-- RECORDS SHOWN follows --

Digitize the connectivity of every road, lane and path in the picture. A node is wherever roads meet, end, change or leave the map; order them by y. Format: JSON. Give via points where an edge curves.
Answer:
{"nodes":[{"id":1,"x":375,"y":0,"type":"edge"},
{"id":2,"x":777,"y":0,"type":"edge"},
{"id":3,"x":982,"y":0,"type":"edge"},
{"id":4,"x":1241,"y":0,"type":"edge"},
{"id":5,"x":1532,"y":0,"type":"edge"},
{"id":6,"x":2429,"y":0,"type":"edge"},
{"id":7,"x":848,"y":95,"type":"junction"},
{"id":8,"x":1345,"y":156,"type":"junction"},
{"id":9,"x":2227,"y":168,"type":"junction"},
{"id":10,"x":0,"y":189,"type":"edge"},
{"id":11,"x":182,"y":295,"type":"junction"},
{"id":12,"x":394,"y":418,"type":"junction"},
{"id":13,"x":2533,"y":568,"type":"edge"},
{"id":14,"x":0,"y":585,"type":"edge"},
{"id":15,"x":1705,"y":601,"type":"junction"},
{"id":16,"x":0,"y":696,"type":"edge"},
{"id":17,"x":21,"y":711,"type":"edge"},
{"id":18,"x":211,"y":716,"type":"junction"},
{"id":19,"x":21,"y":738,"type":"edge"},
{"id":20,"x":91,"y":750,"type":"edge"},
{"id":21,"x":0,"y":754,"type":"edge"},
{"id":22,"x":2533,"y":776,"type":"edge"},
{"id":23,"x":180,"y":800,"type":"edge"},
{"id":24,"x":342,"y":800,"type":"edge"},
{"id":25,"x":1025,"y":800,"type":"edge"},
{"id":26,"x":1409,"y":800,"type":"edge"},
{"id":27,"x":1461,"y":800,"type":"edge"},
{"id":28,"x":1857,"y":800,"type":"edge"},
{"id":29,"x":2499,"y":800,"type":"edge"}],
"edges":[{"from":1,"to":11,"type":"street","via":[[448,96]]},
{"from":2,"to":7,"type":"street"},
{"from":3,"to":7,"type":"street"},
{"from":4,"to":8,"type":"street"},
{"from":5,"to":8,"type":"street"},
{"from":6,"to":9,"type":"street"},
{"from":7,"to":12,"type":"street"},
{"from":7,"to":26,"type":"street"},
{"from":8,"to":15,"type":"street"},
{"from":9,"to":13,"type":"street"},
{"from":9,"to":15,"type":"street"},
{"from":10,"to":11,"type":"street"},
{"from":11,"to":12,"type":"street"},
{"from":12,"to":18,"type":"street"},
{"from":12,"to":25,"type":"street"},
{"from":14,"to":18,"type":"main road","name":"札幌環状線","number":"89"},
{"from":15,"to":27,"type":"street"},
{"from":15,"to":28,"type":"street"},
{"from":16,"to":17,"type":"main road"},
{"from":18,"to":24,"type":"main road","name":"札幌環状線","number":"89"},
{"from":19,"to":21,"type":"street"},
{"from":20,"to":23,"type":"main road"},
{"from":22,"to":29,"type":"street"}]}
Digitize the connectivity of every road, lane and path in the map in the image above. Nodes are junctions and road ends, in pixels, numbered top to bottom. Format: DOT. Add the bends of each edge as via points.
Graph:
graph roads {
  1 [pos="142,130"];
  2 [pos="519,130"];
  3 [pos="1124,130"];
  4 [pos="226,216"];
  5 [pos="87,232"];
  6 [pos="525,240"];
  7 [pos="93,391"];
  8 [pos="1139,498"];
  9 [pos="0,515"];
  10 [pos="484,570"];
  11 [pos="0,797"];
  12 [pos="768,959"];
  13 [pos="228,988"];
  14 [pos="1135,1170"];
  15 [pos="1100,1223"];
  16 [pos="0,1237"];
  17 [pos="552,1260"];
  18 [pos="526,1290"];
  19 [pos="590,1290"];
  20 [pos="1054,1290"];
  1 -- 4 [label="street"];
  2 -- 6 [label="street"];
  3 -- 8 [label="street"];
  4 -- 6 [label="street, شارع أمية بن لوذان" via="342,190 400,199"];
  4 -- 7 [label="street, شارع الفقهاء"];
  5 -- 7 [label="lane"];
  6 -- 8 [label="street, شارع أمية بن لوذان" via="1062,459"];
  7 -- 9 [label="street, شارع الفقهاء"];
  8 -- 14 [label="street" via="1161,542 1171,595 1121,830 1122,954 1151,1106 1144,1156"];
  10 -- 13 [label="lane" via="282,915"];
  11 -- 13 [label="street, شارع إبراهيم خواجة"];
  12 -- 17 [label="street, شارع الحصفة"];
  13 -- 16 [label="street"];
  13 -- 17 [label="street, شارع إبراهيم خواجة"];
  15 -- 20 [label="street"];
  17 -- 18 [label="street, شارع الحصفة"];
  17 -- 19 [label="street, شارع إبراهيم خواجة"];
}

-- RECORDS SHOWN concluded --

◆ AIM OF THE TASK
Going through the entries, return every line holding the word "إبراهيم".

◆ RESPONSE
  11 -- 13 [label="street, شارع إبراهيم خواجة"];
  13 -- 17 [label="street, شارع إبراهيم خواجة"];
  17 -- 19 [label="street, شارع إبراهيم خواجة"];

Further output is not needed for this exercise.